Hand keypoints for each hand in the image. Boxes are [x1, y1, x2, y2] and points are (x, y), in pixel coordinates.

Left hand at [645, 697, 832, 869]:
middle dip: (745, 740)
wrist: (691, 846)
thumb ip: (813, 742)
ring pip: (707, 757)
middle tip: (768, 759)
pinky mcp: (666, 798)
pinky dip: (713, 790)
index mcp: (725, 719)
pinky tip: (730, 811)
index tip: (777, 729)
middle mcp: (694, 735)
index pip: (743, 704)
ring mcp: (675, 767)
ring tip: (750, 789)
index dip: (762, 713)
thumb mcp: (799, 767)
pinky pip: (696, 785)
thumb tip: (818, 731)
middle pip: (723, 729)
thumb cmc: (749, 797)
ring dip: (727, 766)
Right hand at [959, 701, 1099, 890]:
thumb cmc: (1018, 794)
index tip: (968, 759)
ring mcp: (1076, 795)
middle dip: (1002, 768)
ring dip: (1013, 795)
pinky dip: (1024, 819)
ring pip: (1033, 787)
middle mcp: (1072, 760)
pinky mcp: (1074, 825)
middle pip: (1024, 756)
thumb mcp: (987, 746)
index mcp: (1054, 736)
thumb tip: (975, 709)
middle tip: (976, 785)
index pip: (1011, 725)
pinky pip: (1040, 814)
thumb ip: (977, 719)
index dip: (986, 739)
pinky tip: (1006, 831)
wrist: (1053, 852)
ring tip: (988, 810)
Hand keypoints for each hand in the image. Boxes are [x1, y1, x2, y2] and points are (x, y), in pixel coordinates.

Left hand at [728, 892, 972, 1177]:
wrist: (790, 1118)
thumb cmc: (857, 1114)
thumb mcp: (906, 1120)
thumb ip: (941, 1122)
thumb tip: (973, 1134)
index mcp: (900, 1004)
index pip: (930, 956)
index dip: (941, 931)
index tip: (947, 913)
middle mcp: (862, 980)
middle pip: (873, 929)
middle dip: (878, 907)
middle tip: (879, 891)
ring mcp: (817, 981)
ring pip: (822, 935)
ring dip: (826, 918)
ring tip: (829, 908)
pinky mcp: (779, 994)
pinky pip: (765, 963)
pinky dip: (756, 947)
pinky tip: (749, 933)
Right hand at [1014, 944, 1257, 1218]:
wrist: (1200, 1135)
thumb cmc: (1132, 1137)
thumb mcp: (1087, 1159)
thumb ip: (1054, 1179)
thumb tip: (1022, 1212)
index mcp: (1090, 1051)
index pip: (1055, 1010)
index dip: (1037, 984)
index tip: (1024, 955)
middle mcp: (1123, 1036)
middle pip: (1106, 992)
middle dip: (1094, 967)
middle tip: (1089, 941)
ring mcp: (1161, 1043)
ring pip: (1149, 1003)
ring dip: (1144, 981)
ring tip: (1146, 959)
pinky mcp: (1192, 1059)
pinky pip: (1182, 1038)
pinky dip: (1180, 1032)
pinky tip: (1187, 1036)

++++++++

* **PROBLEM TO WORK ON**
What you give back should be the lines from the one with "middle tip: (879, 891)" to the end of the data, copied exactly, both ends included.

* **RESULT BELOW**
middle tip: (879, 891)
ring mcp: (817, 981)
ring pip: (822, 935)
ring dip: (826, 918)
ring tip: (829, 908)
pinky mcp: (779, 994)
pinky pip: (765, 963)
pinky dip: (756, 947)
pinky tip: (749, 933)
Right hand at [1014, 944, 1257, 1218]:
wrist: (1200, 1135)
thumb cmc: (1132, 1137)
thumb mcp: (1087, 1159)
thumb ip: (1054, 1179)
thumb tip: (1022, 1212)
index mcp: (1090, 1051)
index pip: (1055, 1010)
index dip: (1037, 984)
index tip: (1024, 955)
middle mcp: (1123, 1036)
middle pip: (1106, 992)
middle dip: (1094, 967)
middle tip: (1089, 941)
ring mcp: (1161, 1043)
ring pip: (1149, 1003)
ring dip: (1144, 981)
ring tip: (1146, 959)
pinky mcp: (1192, 1059)
pinky pip: (1182, 1038)
pinky dip: (1180, 1032)
pinky tip: (1187, 1036)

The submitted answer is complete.